▸ **Supplied records**
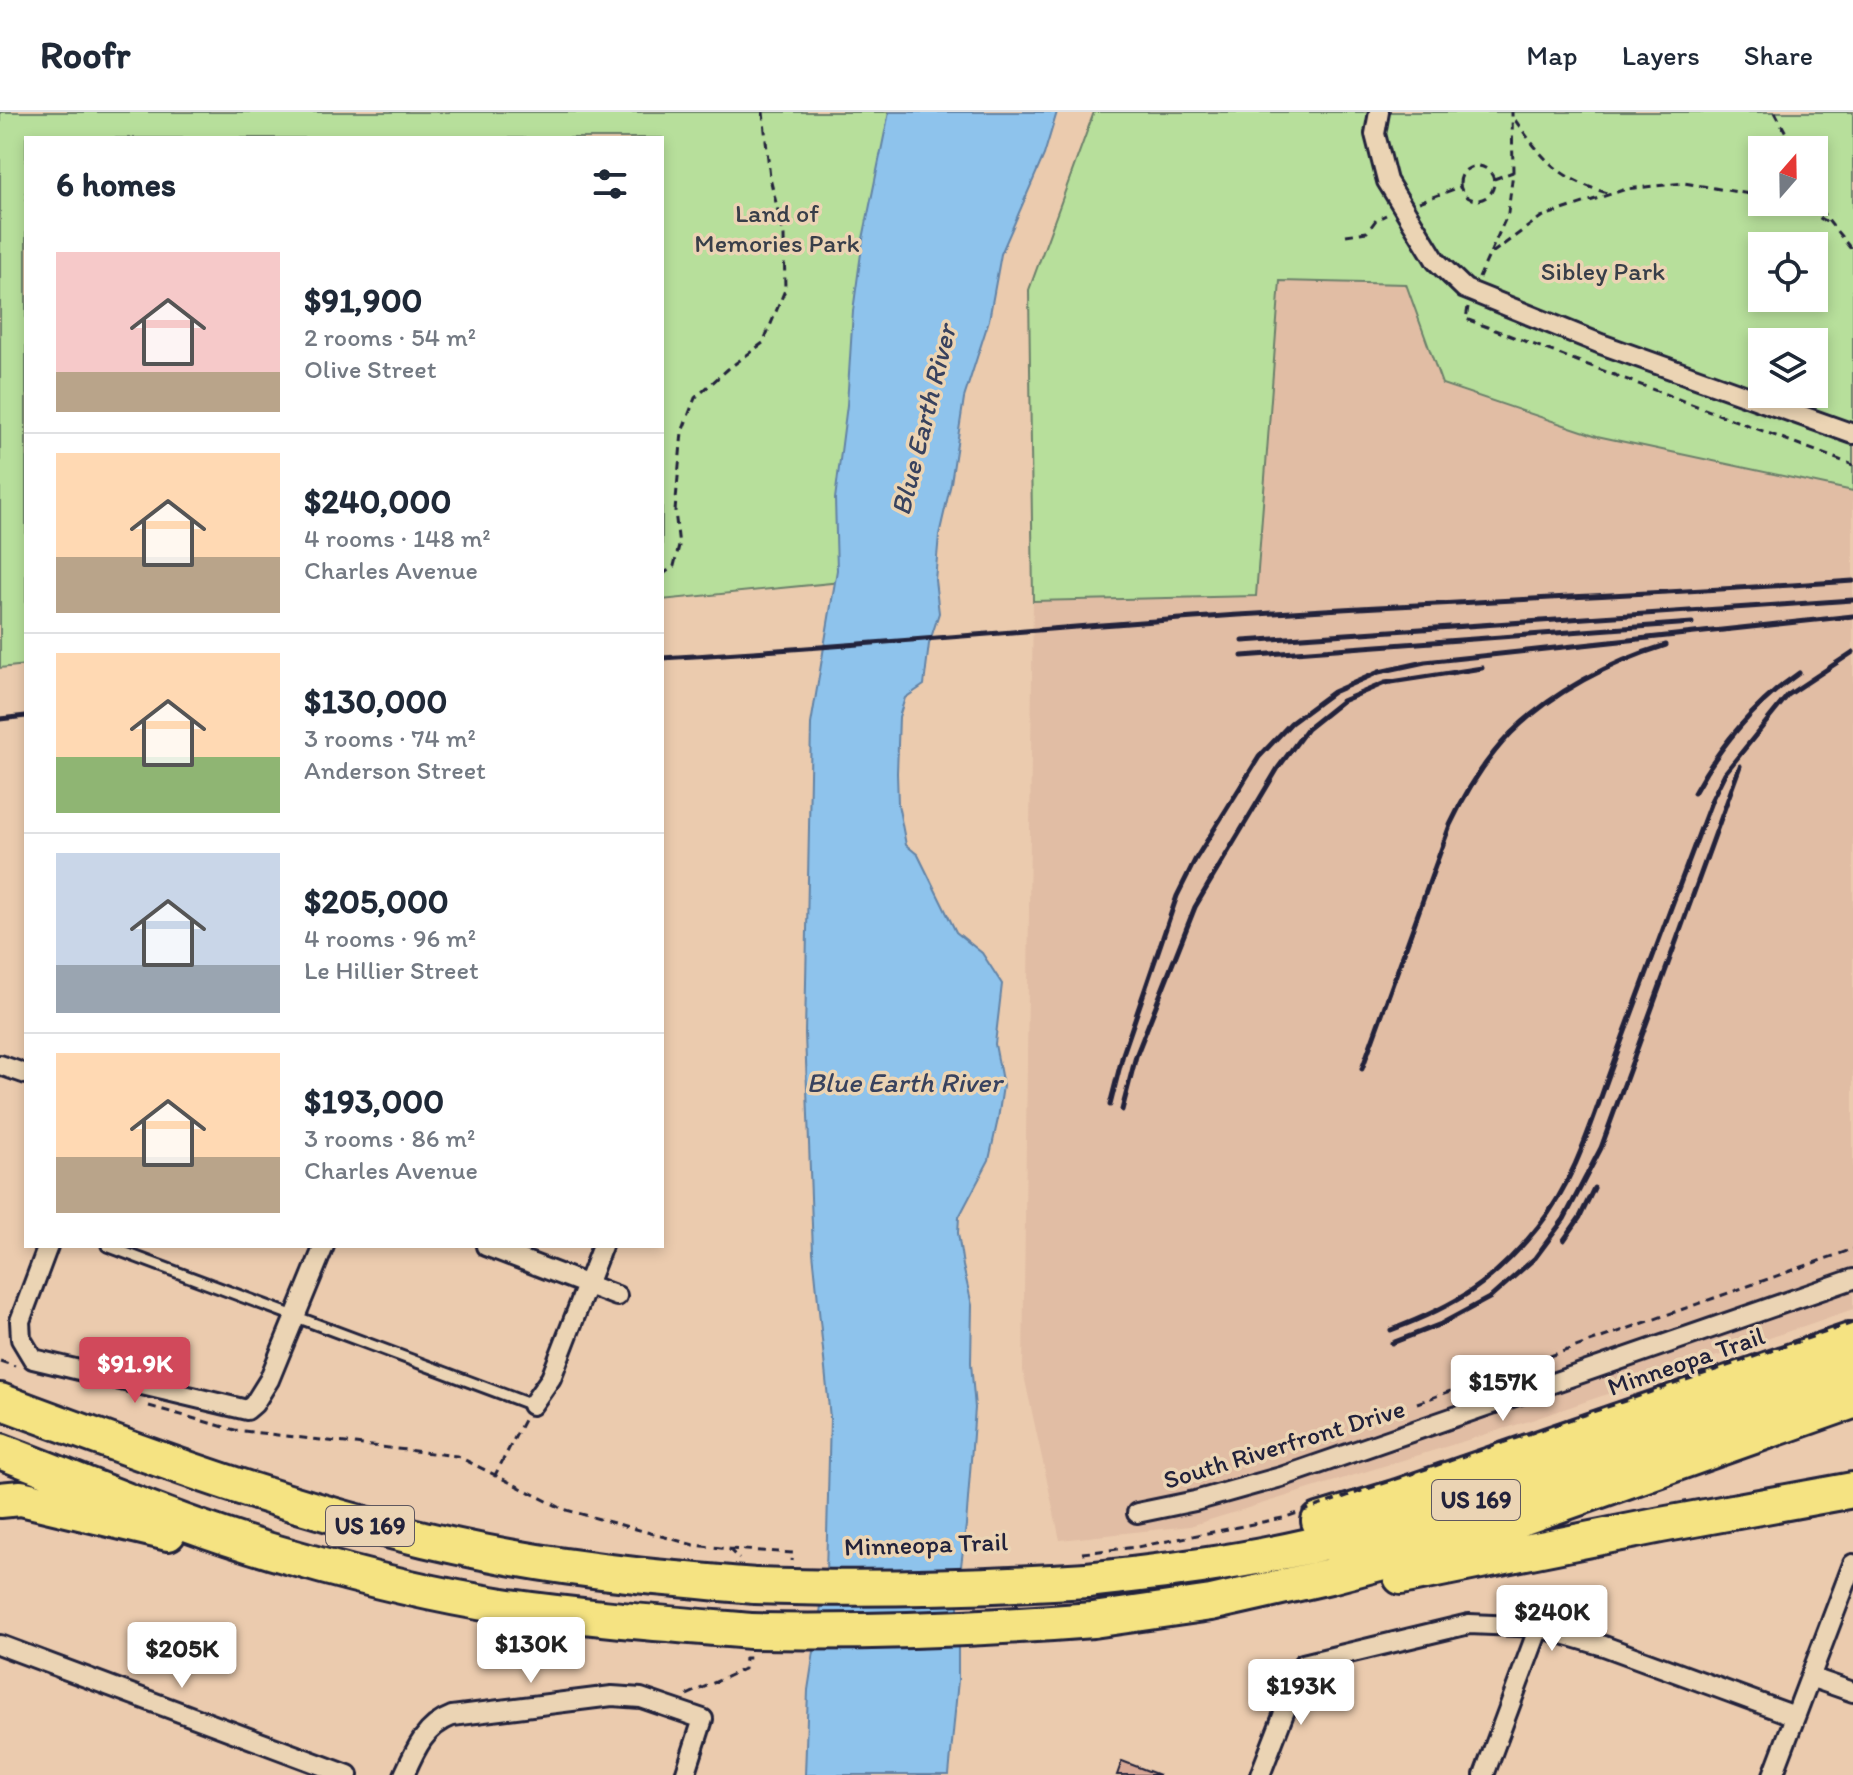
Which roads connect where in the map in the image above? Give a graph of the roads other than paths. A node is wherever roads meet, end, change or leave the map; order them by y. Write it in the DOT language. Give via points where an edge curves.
graph roads {
  1 [pos="1379,112"];
  2 [pos="1853,433"];
  3 [pos="0,1065"];
  4 [pos="24,1073"];
  5 [pos="47,1248"];
  6 [pos="112,1248"];
  7 [pos="323,1248"];
  8 [pos="491,1248"];
  9 [pos="601,1248"];
  10 [pos="1853,1279"];
  11 [pos="587,1284"];
  12 [pos="617,1296"];
  13 [pos="294,1315"];
  14 [pos="1853,1340"];
  15 [pos="1853,1369"];
  16 [pos="0,1401"];
  17 [pos="1853,1401"];
  18 [pos="532,1405"];
  19 [pos="46,1418"];
  20 [pos="0,1422"];
  21 [pos="0,1451"];
  22 [pos="1853,1490"];
  23 [pos="0,1500"];
  24 [pos="1137,1513"];
  25 [pos="288,1557"];
  26 [pos="1853,1564"];
  27 [pos="1146,1573"];
  28 [pos="1211,1603"];
  29 [pos="1539,1627"];
  30 [pos="0,1645"];
  31 [pos="1810,1677"];
  32 [pos="1853,1692"];
  33 [pos="1795,1716"];
  34 [pos="348,1775"];
  35 [pos="404,1775"];
  36 [pos="685,1775"];
  37 [pos="1260,1775"];
  38 [pos="1484,1775"];
  39 [pos="1773,1775"];
  1 -- 2 [label="street" via="1375,134 1387,181 1436,261 1465,289 1601,344"];
  3 -- 4 [label="street"];
  5 -- 13 [label="street" via="20,1321 28,1364 247,1410 269,1380"];
  6 -- 13 [label="lane"];
  7 -- 13 [label="street"];
  8 -- 11 [label="street"];
  9 -- 11 [label="street"];
  10 -- 24 [label="street, South Riverfront Drive" via="1281,1477"];
  11 -- 12 [label="street"];
  11 -- 18 [label="street" via="551,1378"];
  13 -- 18 [label="lane"];
  14 -- 27 [label="highway" via="1398,1497"];
  15 -- 27 [label="highway, US 169" via="1409,1520 1307,1547"];
  16 -- 19 [label="highway, US 169"];
  17 -- 28 [label="highway, US 169" via="1476,1534"];
  19 -- 20 [label="highway" via="11,1417"];
  19 -- 27 [label="highway, US 169, bridge" via="246,1490 351,1521 510,1558 616,1574 749,1575 886,1589 972,1587 1082,1567"];
  21 -- 25 [label="highway, US 169"];
  22 -- 28 [label="highway" via="1344,1588"];
  23 -- 25 [label="highway" via="21,1498"];
  25 -- 28 [label="highway, US 169, bridge" via="502,1606 754,1644 852,1633 1093,1620"];
  26 -- 31 [label="street"];
  29 -- 33 [label="street"];
  29 -- 37 [label="street" via="1469,1624 1303,1664"];
  29 -- 38 [label="street"];
  30 -- 34 [label="street"];
  31 -- 32 [label="street"];
  31 -- 33 [label="street"];
  33 -- 39 [label="street"];
  35 -- 36 [label="street" via="428,1730 452,1716 612,1696 641,1698 703,1719"];
}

▸ **Prompt**
Would you print all of the material exactly as written, minus the pictures?

▸ **Response to the exercise**
Which roads connect where in the map in the image above? Give a graph of the roads other than paths. A node is wherever roads meet, end, change or leave the map; order them by y. Write it in the DOT language. Give via points where an edge curves.
graph roads {
  1 [pos="1379,112"];
  2 [pos="1853,433"];
  3 [pos="0,1065"];
  4 [pos="24,1073"];
  5 [pos="47,1248"];
  6 [pos="112,1248"];
  7 [pos="323,1248"];
  8 [pos="491,1248"];
  9 [pos="601,1248"];
  10 [pos="1853,1279"];
  11 [pos="587,1284"];
  12 [pos="617,1296"];
  13 [pos="294,1315"];
  14 [pos="1853,1340"];
  15 [pos="1853,1369"];
  16 [pos="0,1401"];
  17 [pos="1853,1401"];
  18 [pos="532,1405"];
  19 [pos="46,1418"];
  20 [pos="0,1422"];
  21 [pos="0,1451"];
  22 [pos="1853,1490"];
  23 [pos="0,1500"];
  24 [pos="1137,1513"];
  25 [pos="288,1557"];
  26 [pos="1853,1564"];
  27 [pos="1146,1573"];
  28 [pos="1211,1603"];
  29 [pos="1539,1627"];
  30 [pos="0,1645"];
  31 [pos="1810,1677"];
  32 [pos="1853,1692"];
  33 [pos="1795,1716"];
  34 [pos="348,1775"];
  35 [pos="404,1775"];
  36 [pos="685,1775"];
  37 [pos="1260,1775"];
  38 [pos="1484,1775"];
  39 [pos="1773,1775"];
  1 -- 2 [label="street" via="1375,134 1387,181 1436,261 1465,289 1601,344"];
  3 -- 4 [label="street"];
  5 -- 13 [label="street" via="20,1321 28,1364 247,1410 269,1380"];
  6 -- 13 [label="lane"];
  7 -- 13 [label="street"];
  8 -- 11 [label="street"];
  9 -- 11 [label="street"];
  10 -- 24 [label="street, South Riverfront Drive" via="1281,1477"];
  11 -- 12 [label="street"];
  11 -- 18 [label="street" via="551,1378"];
  13 -- 18 [label="lane"];
  14 -- 27 [label="highway" via="1398,1497"];
  15 -- 27 [label="highway, US 169" via="1409,1520 1307,1547"];
  16 -- 19 [label="highway, US 169"];
  17 -- 28 [label="highway, US 169" via="1476,1534"];
  19 -- 20 [label="highway" via="11,1417"];
  19 -- 27 [label="highway, US 169, bridge" via="246,1490 351,1521 510,1558 616,1574 749,1575 886,1589 972,1587 1082,1567"];
  21 -- 25 [label="highway, US 169"];
  22 -- 28 [label="highway" via="1344,1588"];
  23 -- 25 [label="highway" via="21,1498"];
  25 -- 28 [label="highway, US 169, bridge" via="502,1606 754,1644 852,1633 1093,1620"];
  26 -- 31 [label="street"];
  29 -- 33 [label="street"];
  29 -- 37 [label="street" via="1469,1624 1303,1664"];
  29 -- 38 [label="street"];
  30 -- 34 [label="street"];
  31 -- 32 [label="street"];
  31 -- 33 [label="street"];
  33 -- 39 [label="street"];
  35 -- 36 [label="street" via="428,1730 452,1716 612,1696 641,1698 703,1719"];
}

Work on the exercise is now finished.